• What you should do: Reproduce the lines below verbatim. Pictures are to be omitted.

• Data shown:
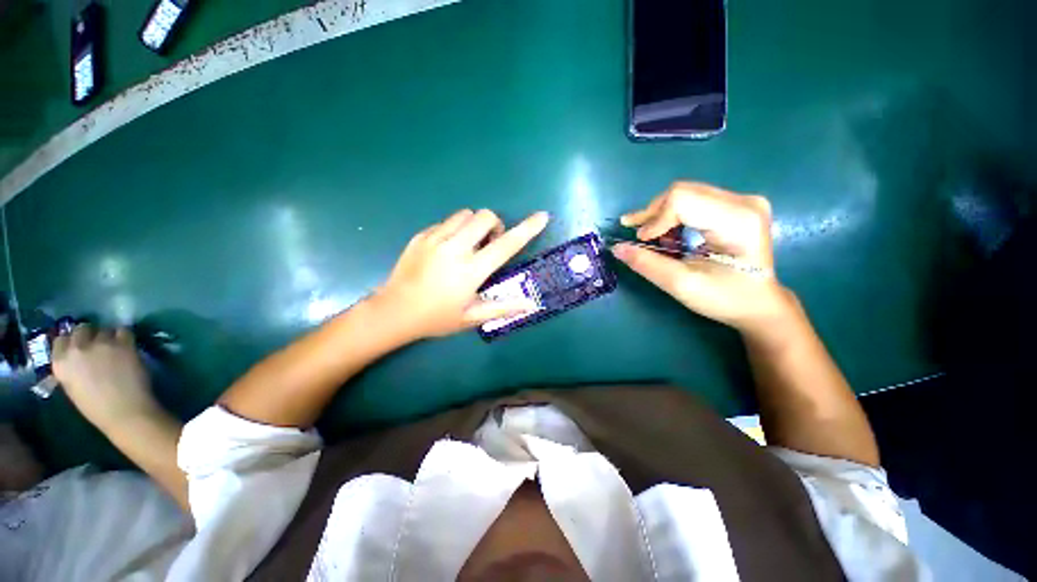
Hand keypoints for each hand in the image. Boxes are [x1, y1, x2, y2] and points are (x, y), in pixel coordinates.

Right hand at [52, 325, 159, 429]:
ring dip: (108, 336)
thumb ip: (71, 367)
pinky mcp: (123, 343)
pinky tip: (126, 345)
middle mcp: (77, 348)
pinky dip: (124, 336)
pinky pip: (123, 331)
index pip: (61, 339)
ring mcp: (101, 343)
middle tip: (98, 344)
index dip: (72, 341)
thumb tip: (76, 356)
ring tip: (113, 348)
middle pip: (82, 329)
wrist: (124, 411)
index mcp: (60, 362)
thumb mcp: (72, 386)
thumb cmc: (96, 407)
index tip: (79, 345)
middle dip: (89, 334)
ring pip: (103, 329)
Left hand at [375, 209, 549, 338]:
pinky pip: (446, 222)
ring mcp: (435, 239)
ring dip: (474, 225)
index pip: (506, 245)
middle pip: (485, 216)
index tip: (542, 217)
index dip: (527, 229)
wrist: (394, 312)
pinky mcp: (421, 236)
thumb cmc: (436, 318)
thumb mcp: (472, 317)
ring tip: (468, 245)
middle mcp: (455, 249)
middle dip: (495, 225)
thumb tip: (531, 304)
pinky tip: (447, 249)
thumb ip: (503, 308)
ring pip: (465, 214)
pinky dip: (455, 229)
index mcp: (471, 270)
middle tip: (489, 244)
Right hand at [613, 182, 797, 336]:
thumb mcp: (682, 285)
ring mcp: (741, 200)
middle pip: (682, 192)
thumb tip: (616, 248)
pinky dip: (672, 216)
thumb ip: (647, 264)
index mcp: (738, 220)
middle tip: (636, 235)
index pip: (683, 200)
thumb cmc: (725, 298)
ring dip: (661, 215)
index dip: (655, 219)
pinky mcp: (735, 205)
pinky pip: (692, 200)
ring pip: (684, 194)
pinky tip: (668, 234)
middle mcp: (743, 201)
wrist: (758, 303)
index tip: (642, 241)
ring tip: (650, 237)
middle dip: (653, 214)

• Result of the task:
Hand keypoints for each hand in the image. Boxes are [x1, y1, x2, y2] and points are (x, y), in pixel coordinates.

Right hand at [52, 325, 159, 429]:
ring dip: (108, 336)
thumb ip: (71, 367)
pinky mcp: (123, 343)
pinky tip: (126, 345)
middle mcp: (77, 348)
pinky dip: (124, 336)
pinky pip: (123, 331)
index pip: (61, 339)
ring mcp: (101, 343)
middle tip: (98, 344)
index dip: (72, 341)
thumb tip: (76, 356)
ring tip: (113, 348)
middle pip: (82, 329)
wrist: (124, 411)
index mcp: (60, 362)
thumb mcp: (72, 386)
thumb cmc: (96, 407)
index tip: (79, 345)
middle dip: (89, 334)
ring pip: (103, 329)
Left hand at [375, 209, 549, 338]:
pinky pip: (446, 222)
ring mcp: (435, 239)
ring dip: (474, 225)
index pip: (506, 245)
middle pip: (485, 216)
index tip: (542, 217)
index dip: (527, 229)
wrist: (394, 312)
pinky mcp: (421, 236)
thumb cmc: (436, 318)
thumb mcp: (472, 317)
ring tip: (468, 245)
middle mcp: (455, 249)
middle dip: (495, 225)
thumb tip: (531, 304)
pinky tip: (447, 249)
thumb ip: (503, 308)
ring pip: (465, 214)
pinky dip: (455, 229)
index mcp: (471, 270)
middle tip: (489, 244)
Right hand at [613, 182, 797, 336]:
thumb mcp: (682, 285)
ring mcp: (741, 200)
middle pip: (682, 192)
thumb tip: (616, 248)
pinky dip: (672, 216)
thumb ip: (647, 264)
index mcp: (738, 220)
middle tip: (636, 235)
index pip: (683, 200)
thumb cmc: (725, 298)
ring dip: (661, 215)
index dip: (655, 219)
pinky mcp: (735, 205)
pinky pip: (692, 200)
ring pip: (684, 194)
pinky tip: (668, 234)
middle mcp: (743, 201)
wrist: (758, 303)
index tip: (642, 241)
ring tip: (650, 237)
middle dip: (653, 214)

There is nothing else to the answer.